Data: Begin

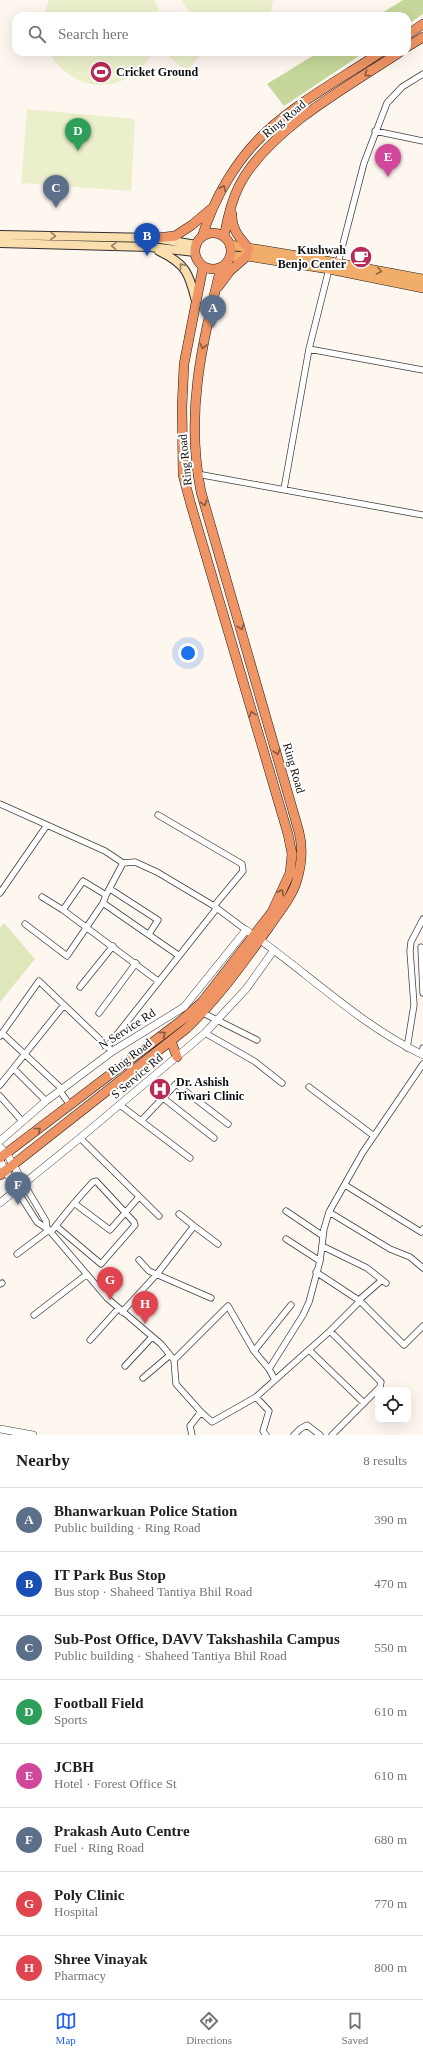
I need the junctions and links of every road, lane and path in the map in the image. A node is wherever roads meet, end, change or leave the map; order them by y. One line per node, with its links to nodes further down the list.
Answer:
1 (423, 24): 2 (highway)
2 (411, 32)
3 (423, 36): 4 (highway)
4 (411, 44)
5 (375, 56): 11 (highway, Ring Road, one-way to 5)
6 (394, 56): 10 (highway, Ring Road, one-way to 10)
7 (423, 74): 8 (street)
8 (376, 131): 9 (street); 22 (street)
9 (423, 141)
10 (267, 148): 16 (highway, Ring Road); 20 (highway)
11 (214, 206): 13 (highway, Ring Road); 14 (highway)
12 (0, 235): 15 (main road)
13 (202, 237): 16 (highway); 19 (highway)
14 (155, 238): 15 (main road, one-way to 14); 19 (main road)
15 (30, 240): 17 (main road); 18 (main road, one-way to 15)
16 (227, 241): 20 (main road); 21 (highway)
17 (0, 243)
18 (150, 247): 19 (main road); 29 (main road, one-way to 18)
19 (196, 249): 23 (highway)
20 (248, 253): 21 (main road); 22 (main road); 25 (main road); 28 (highway)
21 (230, 257): 24 (highway)
22 (338, 263): 26 (main road, one-way to 26)
23 (203, 267): 24 (highway); 29 (highway, Ring Road)
24 (221, 267): 28 (highway, Ring Road)
25 (329, 269): 27 (main road); 30 (street)
26 (423, 279)
27 (423, 288)
28 (215, 293): 32 (highway, Ring Road, one-way to 32)
29 (196, 301): 51 (highway, Ring Road, one-way to 29)
30 (309, 349): 31 (street); 33 (street)
31 (423, 370)
32 (197, 474): 33 (street); 51 (highway, Ring Road, one-way to 51)
33 (284, 489): 34 (street)
34 (423, 515)
35 (0, 804): 37 (street)
36 (158, 815): 44 (street)
37 (47, 825): 38 (street); 40 (street)
38 (123, 863): 39 (street); 44 (street)
39 (110, 889): 41 (street); 50 (street)
40 (0, 893)
41 (106, 895): 43 (street); 45 (street)
42 (42, 897): 45 (street)
43 (103, 903): 48 (street); 50 (street)
44 (215, 907): 49 (street); 55 (street)
45 (63, 910): 48 (street)
46 (423, 919): 68 (street)
47 (25, 924): 48 (street)
48 (87, 927): 52 (street)
49 (246, 930): 51 (street); 69 (street, N Service Rd)
50 (149, 934): 55 (street)
51 (257, 938): 54 (street); 62 (highway, Ring Road); 83 (highway, Ring Road, one-way to 51)
52 (113, 946): 56 (street); 58 (street)
53 (421, 946): 59 (street)
54 (274, 950): 63 (street, S Service Rd); 68 (street)
55 (178, 955): 57 (street)
56 (136, 963): 57 (street); 61 (street)
57 (158, 981): 69 (street)
58 (80, 987)
59 (423, 993)
60 (64, 1005): 65 (street); 69 (street); 71 (street)
61 (99, 1013)
62 (203, 1013): 63 (street); 67 (highway, Ring Road)
63 (217, 1019): 64 (street, S Service Rd); 66 (street)
64 (205, 1033): 72 (street, S Service Rd); 75 (street)
65 (1, 1034): 71 (street)
66 (257, 1040)
67 (171, 1041): 72 (highway); 94 (highway, Ring Road)
68 (407, 1048): 70 (street)
69 (110, 1049): 78 (street, N Service Rd)
70 (423, 1052)
71 (26, 1054): 74 (street); 78 (street)
72 (177, 1057): 82 (street, S Service Rd)
73 (423, 1064): 87 (street)
74 (14, 1069): 76 (street); 81 (street)
75 (282, 1083)
76 (0, 1085)
77 (309, 1087): 87 (street)
78 (61, 1090): 81 (street, N Service Rd); 83 (street)
79 (0, 1096): 85 (street)
80 (162, 1097): 84 (street); 86 (street); 89 (street)
81 (46, 1101): 85 (street, N Service Rd)
82 (120, 1104): 84 (street); 88 (street, S Service Rd)
83 (70, 1105): 92 (highway, Ring Road, one-way to 83)
84 (142, 1120): 93 (street)
85 (22, 1121): 90 (street, N Service Rd)
86 (228, 1124)
87 (374, 1136): 96 (street)
88 (80, 1138): 95 (street, S Service Rd); 98 (street)
89 (214, 1138)
90 (0, 1141)
91 (0, 1147): 92 (street)
92 (2, 1158): 94 (street)
93 (190, 1158)
94 (6, 1170): 95 (street); 97 (street)
95 (24, 1184): 97 (street, S Service Rd); 109 (street)
96 (345, 1185): 103 (street); 108 (street)
97 (16, 1189): 100 (street, S Service Rd); 109 (street)
98 (139, 1197): 102 (street); 105 (street)
99 (74, 1203): 102 (street); 102 (street); 106 (street)
100 (0, 1204)
101 (286, 1211): 110 (street)
102 (124, 1212): 106 (street)
103 (329, 1212): 110 (street); 117 (street)
104 (179, 1214): 107 (street)
105 (159, 1216)
106 (56, 1226): 109 (street)
107 (194, 1226): 112 (street); 119 (street)
108 (423, 1229)
109 (49, 1230): 114 (street); 120 (street)
110 (323, 1236): 113 (street)
111 (286, 1239): 116 (street)
112 (218, 1244)
113 (322, 1246): 116 (street); 122 (street)
114 (17, 1254)
115 (139, 1260): 119 (street)
116 (320, 1261): 118 (street)
117 (423, 1268)
118 (316, 1272): 122 (street); 135 (street)
119 (157, 1274): 121 (street); 124 (street)
120 (86, 1275): 124 (street); 125 (street)
121 (211, 1298)
122 (360, 1301): 126 (street); 127 (street)
123 (290, 1304): 131 (street)
124 (120, 1310): 128 (street); 129 (street)
125 (34, 1316)
126 (423, 1326)
127 (330, 1331): 130 (street); 139 (street)
128 (152, 1337): 132 (street); 134 (street)
129 (90, 1340)
130 (308, 1350): 137 (street); 139 (street)
131 (254, 1351): 133 (street); 135 (street)
132 (170, 1354): 133 (street); 136 (street)
133 (174, 1360): 140 (street)
134 (125, 1366)
135 (269, 1369): 137 (street)
136 (143, 1378)
137 (275, 1380): 138 (street)
138 (256, 1397): 140 (street); 144 (street)
139 (364, 1403): 147 (street)
140 (201, 1412): 143 (street)
141 (0, 1428): 142 (street)
142 (33, 1435)
143 (192, 1435)
144 (264, 1435)
145 (294, 1435): 146 (street)
146 (320, 1435)
147 (332, 1435)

Data: End

Prompt -> Exact copies of all the entries, without any pictures, are what the answer must contain.

Response box ->
I need the junctions and links of every road, lane and path in the map in the image. A node is wherever roads meet, end, change or leave the map; order them by y. One line per node, with its links to nodes further down the list.
Answer:
1 (423, 24): 2 (highway)
2 (411, 32)
3 (423, 36): 4 (highway)
4 (411, 44)
5 (375, 56): 11 (highway, Ring Road, one-way to 5)
6 (394, 56): 10 (highway, Ring Road, one-way to 10)
7 (423, 74): 8 (street)
8 (376, 131): 9 (street); 22 (street)
9 (423, 141)
10 (267, 148): 16 (highway, Ring Road); 20 (highway)
11 (214, 206): 13 (highway, Ring Road); 14 (highway)
12 (0, 235): 15 (main road)
13 (202, 237): 16 (highway); 19 (highway)
14 (155, 238): 15 (main road, one-way to 14); 19 (main road)
15 (30, 240): 17 (main road); 18 (main road, one-way to 15)
16 (227, 241): 20 (main road); 21 (highway)
17 (0, 243)
18 (150, 247): 19 (main road); 29 (main road, one-way to 18)
19 (196, 249): 23 (highway)
20 (248, 253): 21 (main road); 22 (main road); 25 (main road); 28 (highway)
21 (230, 257): 24 (highway)
22 (338, 263): 26 (main road, one-way to 26)
23 (203, 267): 24 (highway); 29 (highway, Ring Road)
24 (221, 267): 28 (highway, Ring Road)
25 (329, 269): 27 (main road); 30 (street)
26 (423, 279)
27 (423, 288)
28 (215, 293): 32 (highway, Ring Road, one-way to 32)
29 (196, 301): 51 (highway, Ring Road, one-way to 29)
30 (309, 349): 31 (street); 33 (street)
31 (423, 370)
32 (197, 474): 33 (street); 51 (highway, Ring Road, one-way to 51)
33 (284, 489): 34 (street)
34 (423, 515)
35 (0, 804): 37 (street)
36 (158, 815): 44 (street)
37 (47, 825): 38 (street); 40 (street)
38 (123, 863): 39 (street); 44 (street)
39 (110, 889): 41 (street); 50 (street)
40 (0, 893)
41 (106, 895): 43 (street); 45 (street)
42 (42, 897): 45 (street)
43 (103, 903): 48 (street); 50 (street)
44 (215, 907): 49 (street); 55 (street)
45 (63, 910): 48 (street)
46 (423, 919): 68 (street)
47 (25, 924): 48 (street)
48 (87, 927): 52 (street)
49 (246, 930): 51 (street); 69 (street, N Service Rd)
50 (149, 934): 55 (street)
51 (257, 938): 54 (street); 62 (highway, Ring Road); 83 (highway, Ring Road, one-way to 51)
52 (113, 946): 56 (street); 58 (street)
53 (421, 946): 59 (street)
54 (274, 950): 63 (street, S Service Rd); 68 (street)
55 (178, 955): 57 (street)
56 (136, 963): 57 (street); 61 (street)
57 (158, 981): 69 (street)
58 (80, 987)
59 (423, 993)
60 (64, 1005): 65 (street); 69 (street); 71 (street)
61 (99, 1013)
62 (203, 1013): 63 (street); 67 (highway, Ring Road)
63 (217, 1019): 64 (street, S Service Rd); 66 (street)
64 (205, 1033): 72 (street, S Service Rd); 75 (street)
65 (1, 1034): 71 (street)
66 (257, 1040)
67 (171, 1041): 72 (highway); 94 (highway, Ring Road)
68 (407, 1048): 70 (street)
69 (110, 1049): 78 (street, N Service Rd)
70 (423, 1052)
71 (26, 1054): 74 (street); 78 (street)
72 (177, 1057): 82 (street, S Service Rd)
73 (423, 1064): 87 (street)
74 (14, 1069): 76 (street); 81 (street)
75 (282, 1083)
76 (0, 1085)
77 (309, 1087): 87 (street)
78 (61, 1090): 81 (street, N Service Rd); 83 (street)
79 (0, 1096): 85 (street)
80 (162, 1097): 84 (street); 86 (street); 89 (street)
81 (46, 1101): 85 (street, N Service Rd)
82 (120, 1104): 84 (street); 88 (street, S Service Rd)
83 (70, 1105): 92 (highway, Ring Road, one-way to 83)
84 (142, 1120): 93 (street)
85 (22, 1121): 90 (street, N Service Rd)
86 (228, 1124)
87 (374, 1136): 96 (street)
88 (80, 1138): 95 (street, S Service Rd); 98 (street)
89 (214, 1138)
90 (0, 1141)
91 (0, 1147): 92 (street)
92 (2, 1158): 94 (street)
93 (190, 1158)
94 (6, 1170): 95 (street); 97 (street)
95 (24, 1184): 97 (street, S Service Rd); 109 (street)
96 (345, 1185): 103 (street); 108 (street)
97 (16, 1189): 100 (street, S Service Rd); 109 (street)
98 (139, 1197): 102 (street); 105 (street)
99 (74, 1203): 102 (street); 102 (street); 106 (street)
100 (0, 1204)
101 (286, 1211): 110 (street)
102 (124, 1212): 106 (street)
103 (329, 1212): 110 (street); 117 (street)
104 (179, 1214): 107 (street)
105 (159, 1216)
106 (56, 1226): 109 (street)
107 (194, 1226): 112 (street); 119 (street)
108 (423, 1229)
109 (49, 1230): 114 (street); 120 (street)
110 (323, 1236): 113 (street)
111 (286, 1239): 116 (street)
112 (218, 1244)
113 (322, 1246): 116 (street); 122 (street)
114 (17, 1254)
115 (139, 1260): 119 (street)
116 (320, 1261): 118 (street)
117 (423, 1268)
118 (316, 1272): 122 (street); 135 (street)
119 (157, 1274): 121 (street); 124 (street)
120 (86, 1275): 124 (street); 125 (street)
121 (211, 1298)
122 (360, 1301): 126 (street); 127 (street)
123 (290, 1304): 131 (street)
124 (120, 1310): 128 (street); 129 (street)
125 (34, 1316)
126 (423, 1326)
127 (330, 1331): 130 (street); 139 (street)
128 (152, 1337): 132 (street); 134 (street)
129 (90, 1340)
130 (308, 1350): 137 (street); 139 (street)
131 (254, 1351): 133 (street); 135 (street)
132 (170, 1354): 133 (street); 136 (street)
133 (174, 1360): 140 (street)
134 (125, 1366)
135 (269, 1369): 137 (street)
136 (143, 1378)
137 (275, 1380): 138 (street)
138 (256, 1397): 140 (street); 144 (street)
139 (364, 1403): 147 (street)
140 (201, 1412): 143 (street)
141 (0, 1428): 142 (street)
142 (33, 1435)
143 (192, 1435)
144 (264, 1435)
145 (294, 1435): 146 (street)
146 (320, 1435)
147 (332, 1435)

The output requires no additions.